Do we really need another acronym?

The responsible investment movement has struggled for years with acronyms. The well-meaning folks who coined the term SRI (socially responsible investing) couldn’t imagine the heated debate those three letters continue to generate.

Actually, it’s mostly just the one letter – R for responsible – that causes otherwise sensible people to turn into raving lunatics. How many times have you heard this: If SRI is responsible, does that make all other investments irresponsible?

No is the answer, but it’s a fair question. Nobody wants to be judgmental, but really, isn’t that what investing is all about? Judging which investment vehicles you think will outperform the rest of the pack? Viewed from that angle, SRI is no different than any other investment approach – stocks are chosen from a universe of defined parameters.

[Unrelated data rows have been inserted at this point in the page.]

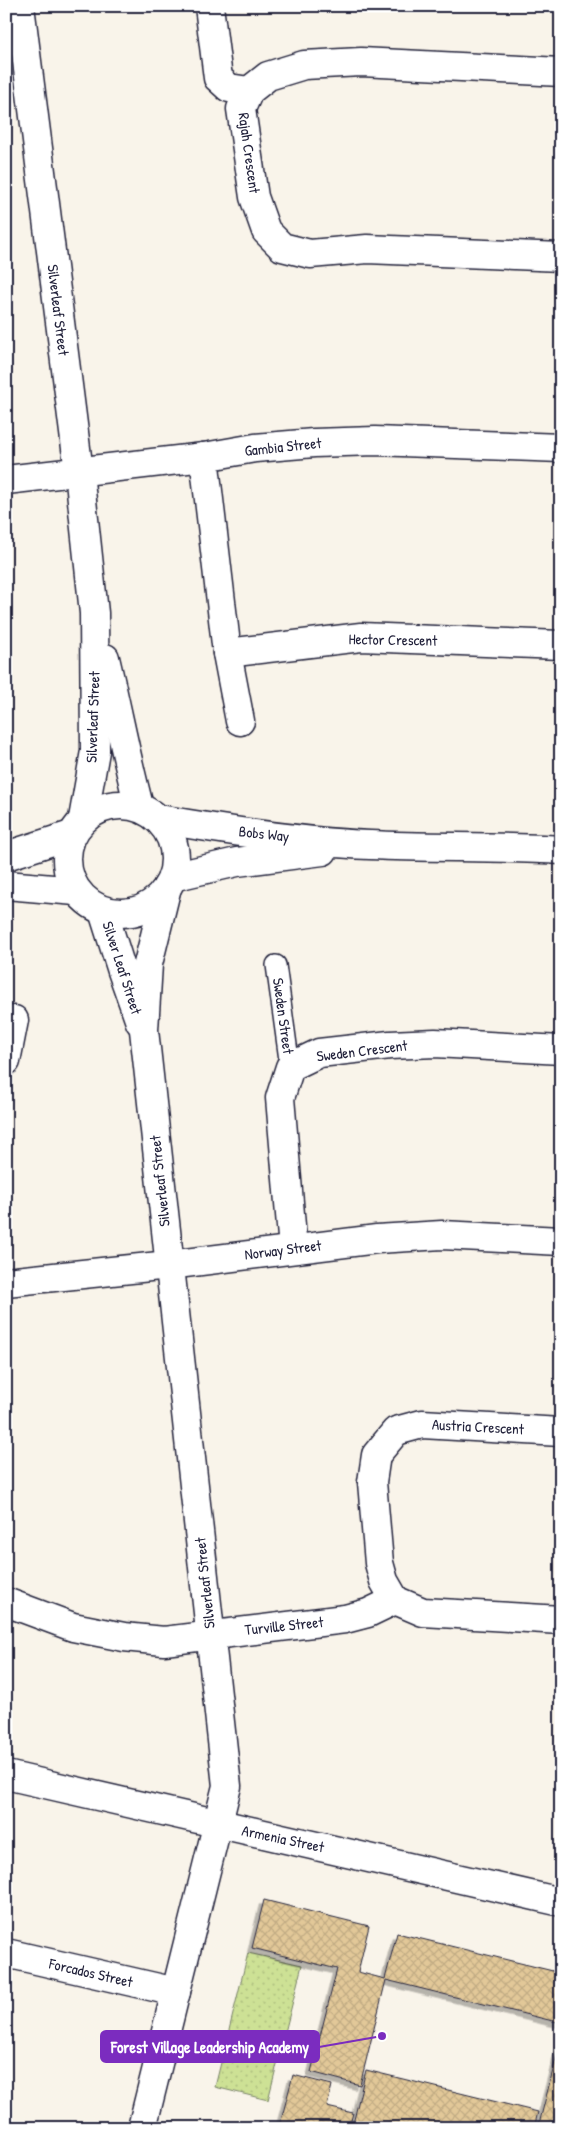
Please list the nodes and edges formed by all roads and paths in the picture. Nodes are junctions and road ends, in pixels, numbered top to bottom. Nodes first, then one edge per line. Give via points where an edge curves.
1 (20, 6) edge
2 (209, 6) edge
3 (561, 72) edge
4 (249, 91) junction
5 (561, 257) edge
6 (561, 448) edge
7 (204, 457) junction
8 (79, 472) junction
9 (6, 480) edge
10 (94, 613) junction
11 (561, 645) edge
12 (226, 653) junction
13 (240, 721) dead end
14 (149, 813) junction
15 (77, 827) junction
16 (370, 845) junction
17 (561, 850) edge
18 (6, 856) edge
19 (170, 882) junction
20 (6, 885) edge
21 (76, 891) junction
22 (103, 910) junction
23 (276, 965) dead end
24 (14, 1020) dead end
25 (144, 1030) junction
26 (561, 1050) edge
27 (6, 1061) edge
28 (290, 1067) junction
29 (561, 1241) edge
30 (294, 1249) junction
31 (169, 1265) junction
32 (6, 1282) edge
33 (561, 1432) edge
34 (395, 1600) junction
35 (6, 1602) edge
36 (561, 1620) edge
37 (211, 1634) junction
38 (6, 1775) edge
39 (217, 1825) junction
40 (561, 1902) edge
41 (6, 1953) edge
42 (176, 1992) junction
43 (142, 2128) edge

1 - 8 street, Silverleaf Street
2 - 4 street via 218,78 229,88
3 - 4 street, Rajah Crescent via 361,62 304,66 268,76
4 - 5 street, Rajah Crescent via 241,110 254,197 266,231 282,247 310,254 367,249
6 - 7 street, Gambia Street via 375,440 255,448
7 - 8 street, Gambia Street
7 - 12 street
8 - 9 street, Gambia Street
8 - 10 street, Silverleaf Street
10 - 14 street, Silverleaf Street via 123,748
10 - 15 street, Silverleaf Street via 95,751
11 - 12 street, Hector Crescent via 361,636
12 - 13 street
14 - 15 street via 124,804 110,805 96,810
14 - 16 street, Bobs Way via 233,831
14 - 19 street via 171,836 176,856
15 - 18 street
15 - 21 street via 66,854 68,873
16 - 17 street, Bobs Way
16 - 19 street, Bobs Way via 237,862
19 - 22 street via 158,899 139,910 118,913
19 - 25 street, Silver Leaf Street via 148,964
20 - 21 street
21 - 22 street via 88,903
22 - 25 street, Silver Leaf Street
23 - 28 lane, Sweden Street
24 - 27 street
25 - 31 street, Silverleaf Street
26 - 28 street, Sweden Crescent via 436,1043 390,1045 319,1053
28 - 30 street via 280,1098
29 - 30 street, Norway Street via 442,1235
30 - 31 street, Norway Street
31 - 32 street, Norway Street
31 - 37 street, Silverleaf Street
33 - 34 street, Austria Crescent via 422,1424 396,1431 376,1455 372,1482 379,1563 384,1581
34 - 36 street via 423,1612
34 - 37 street, Turville Street via 368,1613 345,1619
35 - 37 street, Turville Street via 73,1627 124,1637 164,1641
37 - 39 street, Silverleaf Street via 227,1786
38 - 39 street, Armenia Street
39 - 40 street, Armenia Street
39 - 42 street, Silverleaf Street
41 - 42 street, Forcados Street
42 - 43 street, Silverleaf Street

Small cap, large cap, emerging markets, global bonds, technology, finance, health-care, water, you name it, there’s a specialty fund for just about everything.

Still, SRI is more than just a specialty or niche fund category, and that’s probably why the debate over the word “responsible” has continued. The institutional investment community neatly sidestepped the issue by adopting ESG (environmental, social and governance). It works, but ESG hasn’t been widely accepted on the retail side.

The latest call for change comes from Matthew Kiernan, author and former chief executive of Innovest Strategic Value Advisors (purchased by Risk Metrics Group and now a part of MSCI), and more recently, founder and chief executive of Inflection Point Capital Partners.

In a recent editorial posted on Responsible Investor, Kiernan proposed the adoption of SAI, or “strategically aware investing,” arguing that “if sustainability concerns could be shorn of their historical, ideological and emotional baggage, we’d all be further ahead.”

Kiernan believes that the “right” acronym “just might alleviate some of both of the intellectual and commercial confusion and anarchy of the current situation.”

“Perhaps if doing so could be rebranded and conceived as simply strategically aware investing, rather than stigmatized or ghettoized as “ESG/RI/SI investing” more institutions and asset managers might actually try it.”

Is there really any solid evidence that the current acronyms used to describe our movement are having a deleterious effect and therefore slowing down the “mainstreaming” of SRI? Could there not be other factors at play, such as the state of the economy and the well-documented advisor road block?

Furthermore, the use of words like “anarchy” to describe a debate over an acronym seems a bit over the top, and I don’t think I’m the only one who thinks that. Every time this issue comes up, my friends in the mainstream investment community almost always say: “Are you guys still arguing about that?”

And it’s a very good point. Don’t we have bigger things to worry about? Of course we do. We may not love it, but SRI is an established and well-known acronym. Advisors and investors understand what it means. My mother understands what it means.

So why muddy the waters with a new acronym, especially one like SAI, which doesn’t exactly roll off the tongue (Would we pronounce is as “sigh”?). I have a lot of respect for Matthew Kiernan - he has established himself as one of the great thinkers in the SRI community. But I’m not sure why he decided to tackle the acronym debate, an issue that should have been settled years ago, and in many people’s minds, already has been. Let’s move on to bigger and more important challenges. There are lots out there. Sigh.